Tahlia

Iwake to the smell of iron.

It coats my tongue, thick and sour, seeping into my teeth, my throat, my lungs. The sheets are stiff with blood, dried into ridges that scrape against my thighs. Paper clings to my skin where sweat welded it in place, the ink blurred into bruises.

The mirror is gone, reduced to dust and shards. The girl in the glass is dead.

I touch my face and feel dried streaks of tears crusted against my cheeks. My fingers shake, split open and swollen from the glass, but I don’t flinch. Pain doesn’t scare me anymore. Pain is clean.

It’s him I should fear. The hook. The contract. The way he whispered into me even as I slept. I should be trembling. I should be begging for freedom.

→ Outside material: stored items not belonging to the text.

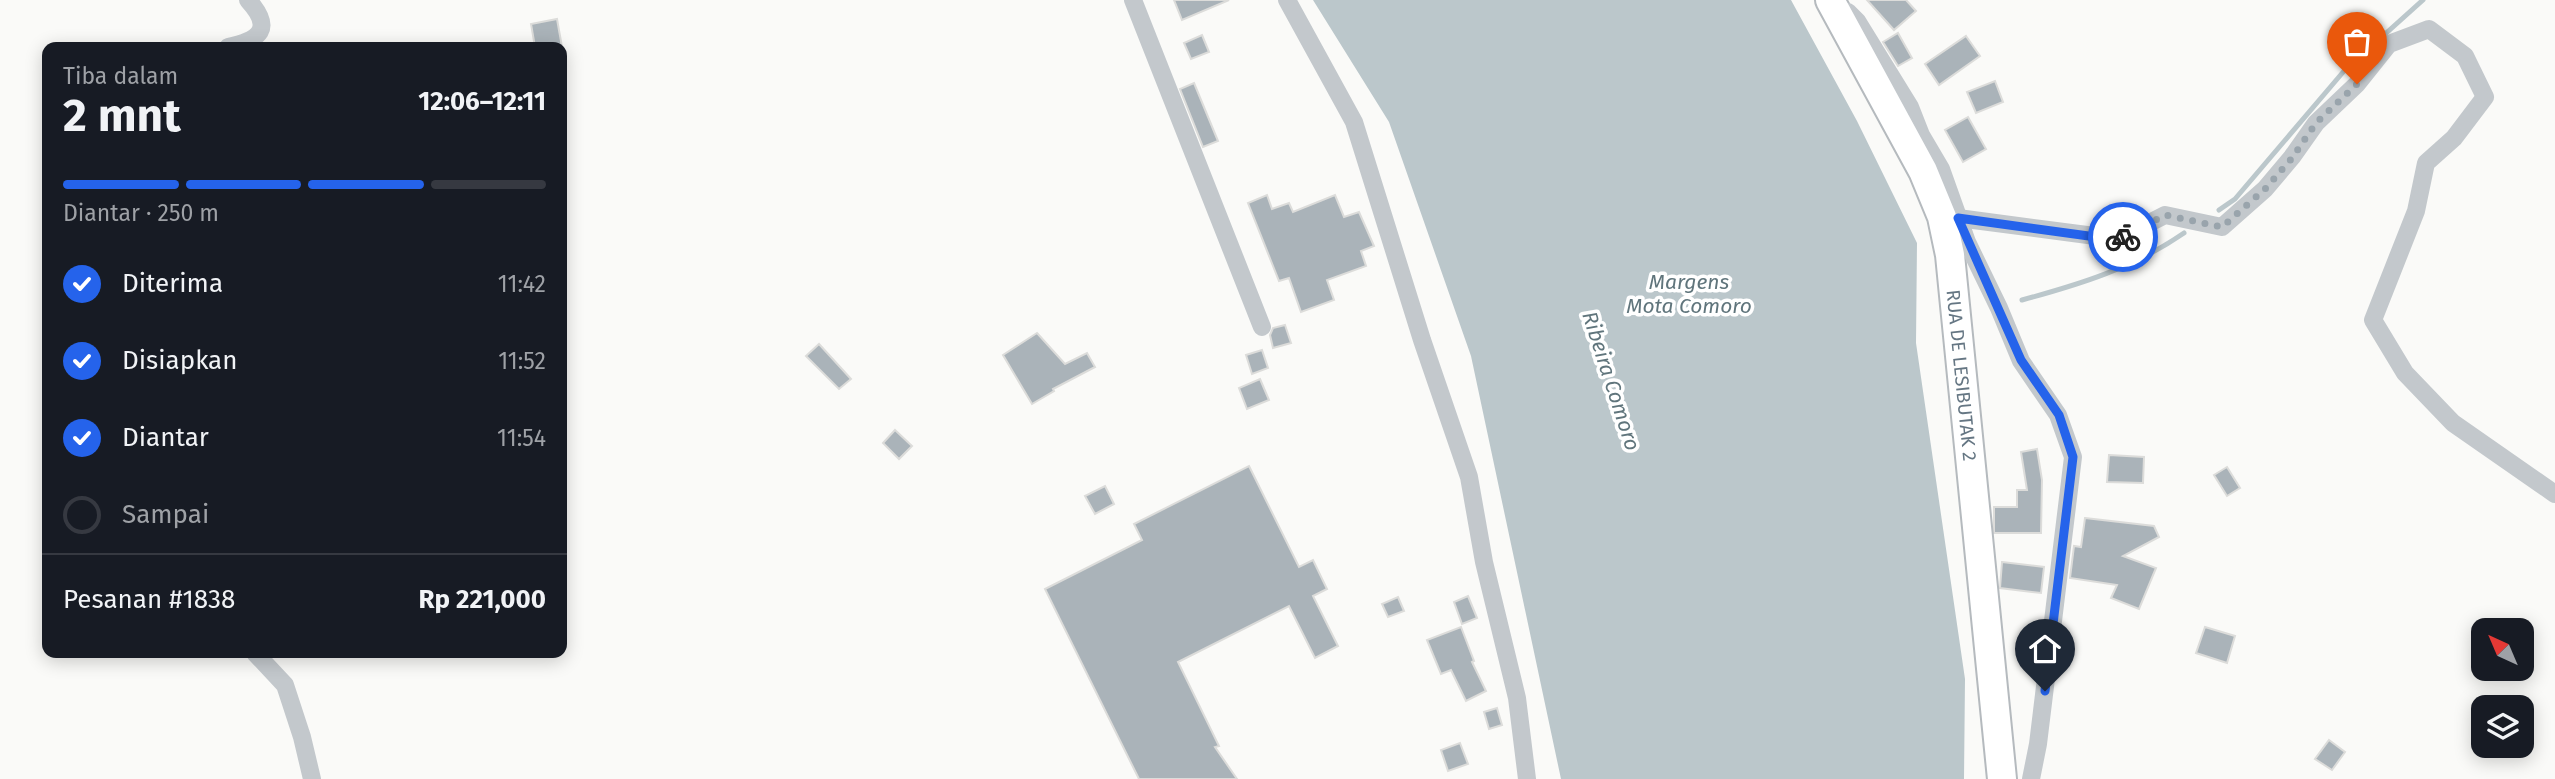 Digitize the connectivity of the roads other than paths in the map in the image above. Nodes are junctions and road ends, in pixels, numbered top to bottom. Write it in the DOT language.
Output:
graph roads {
  1 [pos="248,0"];
  2 [pos="1133,0"];
  3 [pos="1287,0"];
  4 [pos="1830,0"];
  5 [pos="1837,0"];
  6 [pos="249,42"];
  7 [pos="1958,218"];
  8 [pos="1262,327"];
  9 [pos="2555,494"];
  10 [pos="260,658"];
  11 [pos="312,779"];
  12 [pos="1527,779"];
  13 [pos="2002,779"];
  14 [pos="2031,779"];
  1 -- 6 [label="street"];
  2 -- 8 [label="street"];
  3 -- 12 [label="street"];
  4 -- 13 [label="main road, RUA DE LESIBUTAK 2"];
  5 -- 7 [label="street"];
  7 -- 9 [label="street"];
  7 -- 14 [label="street"];
  10 -- 11 [label="street"];
} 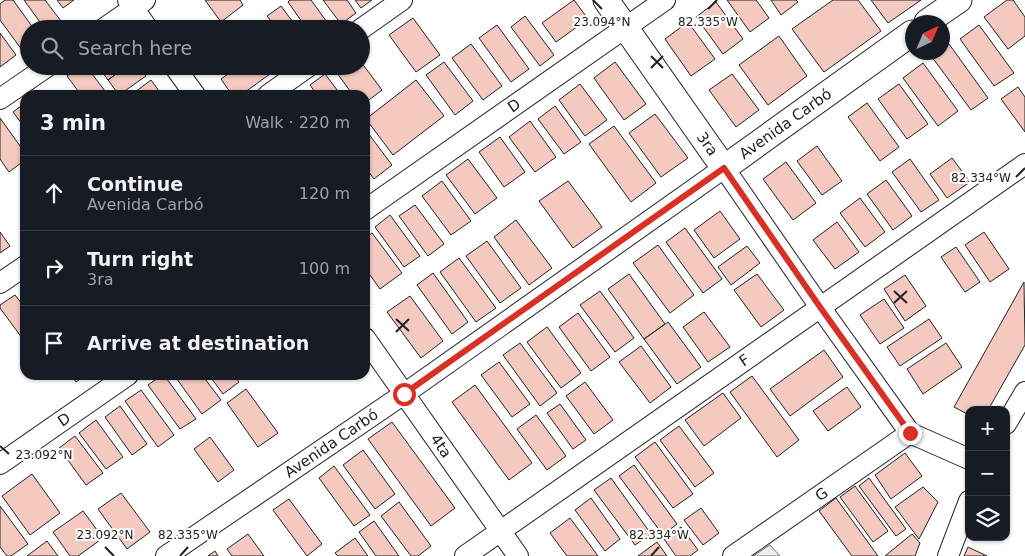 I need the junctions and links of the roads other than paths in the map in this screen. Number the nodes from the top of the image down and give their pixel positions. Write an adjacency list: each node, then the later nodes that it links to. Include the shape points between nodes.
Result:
1 (402, 0): 9 (street)
2 (606, 0): 10 (street, 3ra)
3 (665, 0): 10 (street, D)
4 (959, 0): 6 (street)
5 (135, 3): 7 (street); 8 (street)
6 (938, 15)
7 (114, 20)
8 (144, 20)
9 (370, 23)
10 (625, 27): 19 (street, 3ra); 20 (street, D)
11 (905, 38): 19 (street, Avenida Carbó)
12 (35, 75): 17 (street)
13 (181, 75): 15 (street)
14 (296, 75): 16 (street)
15 (191, 90)
16 (275, 90)
17 (0, 99)
18 (1025, 164): 23 (street, F)
19 (724, 168): 23 (street, 3ra); 27 (street, Avenida Carbó)
20 (370, 206)
21 (20, 269): 22 (street)
22 (0, 283)
23 (820, 307): 29 (street, 3ra); 33 (street, F)
24 (370, 345): 27 (street, 4ta)
25 (121, 380): 31 (street, D)
26 (1025, 392): 28 (street)
27 (404, 394): 33 (street, 4ta); 34 (street, Avenida Carbó)
28 (1010, 417)
29 (910, 433): 30 (street); 37 (street, G)
30 (965, 457)
31 (0, 464)
32 (965, 511): 38 (street)
33 (501, 531): 35 (street, F); 36 (street, 4ta)
34 (166, 556)
35 (465, 556)
36 (518, 556)
37 (733, 556)
38 (948, 556) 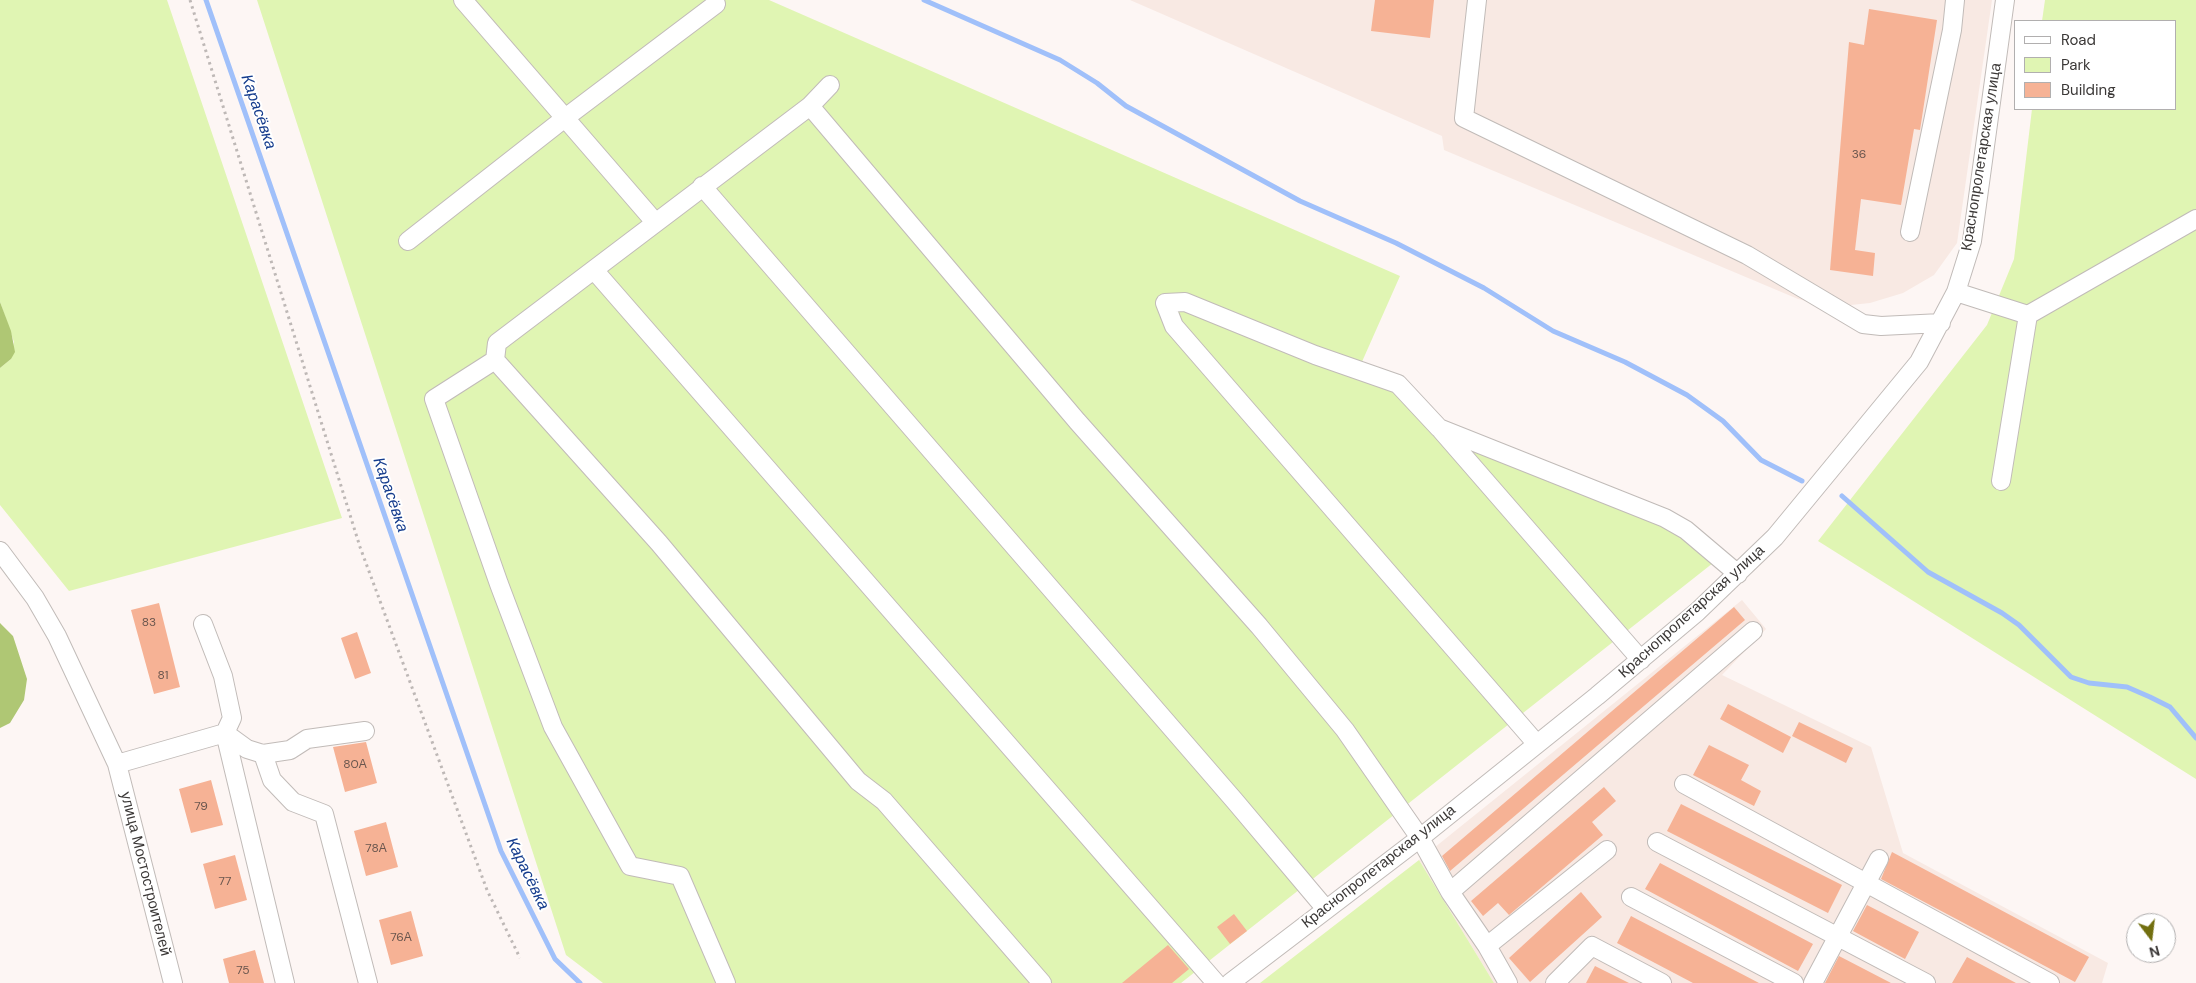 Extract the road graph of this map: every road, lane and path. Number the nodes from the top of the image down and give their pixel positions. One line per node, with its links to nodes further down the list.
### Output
1 (190, 0): 43 (path)
2 (463, 0): 9 (street)
3 (1477, 0): 18 (street)
4 (1955, 0): 13 (street)
5 (2006, 0): 16 (street, Краснопролетарская улица)
6 (716, 4): 9 (street)
7 (830, 85): 8 (street)
8 (810, 106): 10 (street); 33 (street)
9 (564, 118): 12 (street); 14 (street)
10 (702, 186): 12 (street); 40 (street)
11 (2196, 219): 17 (street)
12 (655, 222): 15 (street)
13 (1910, 232)
14 (408, 241)
15 (594, 270): 19 (street); 49 (street)
16 (1956, 292): 17 (street); 18 (street, Краснопролетарская улица)
17 (2028, 315): 21 (street)
18 (1941, 323): 23 (street, Краснопролетарская улица)
19 (495, 360): 47 (street); 48 (street)
20 (1439, 428): 23 (street); 26 (street); 29 (street)
21 (2001, 481)
22 (0, 551): 31 (street, улица Мостостроителей)
23 (1738, 574): 26 (street, Краснопролетарская улица)
24 (203, 624): 28 (street)
25 (1753, 631): 38 (street)
26 (1641, 660): 29 (street, Краснопролетарская улица)
27 (365, 731): 30 (street)
28 (226, 733): 30 (street); 31 (street); 45 (street)
29 (1536, 743): 33 (street, Краснопролетарская улица)
30 (263, 754): 46 (street)
31 (117, 764): 44 (street, улица Мостостроителей)
32 (1684, 784): 37 (street)
33 (1420, 838): 38 (street); 40 (street, Краснопролетарская улица)
34 (1658, 842): 41 (street)
35 (1607, 850): 42 (street)
36 (1879, 859): 37 (street)
37 (1867, 882): 41 (street); 57 (street)
38 (1450, 892): 42 (street)
39 (1631, 897): 54 (street)
40 (1325, 908): 50 (street, Краснопролетарская улица)
41 (1838, 937): 55 (street); 56 (street)
42 (1487, 946): 51 (street)
43 (520, 958)
44 (173, 983)
45 (285, 983)
46 (368, 983)
47 (726, 983)
48 (1042, 983)
49 (1216, 983)
50 (1230, 983)
51 (1508, 983)
52 (1555, 983): 53 (street)
53 (1662, 983)
54 (1794, 983)
55 (1813, 983)
56 (1926, 983)
57 (2050, 983)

When I press my palm flat against my stomach where his weight crushed me into the bed, my lips twist into something I don’t recognise.

A smile.

Small. Crooked. Sharp.

He thinks he owns me in ink and blood. He thinks the contract is complete but what he doesn’t understand is that I signed something else in the dark. Not with him. With myself.

A vow.

That I will outlast him.

That I will burn hotter than the cage he locked me in.

That I will make ruin my resurrection.

I drag myself upright, every muscle screaming, my body still slick with his claim, but I don’t crumble. I plant my feet on the glass-strewn floor, shards biting deep, and I welcome the sting. Each cut is another line in the new scripture I’m writing across my skin.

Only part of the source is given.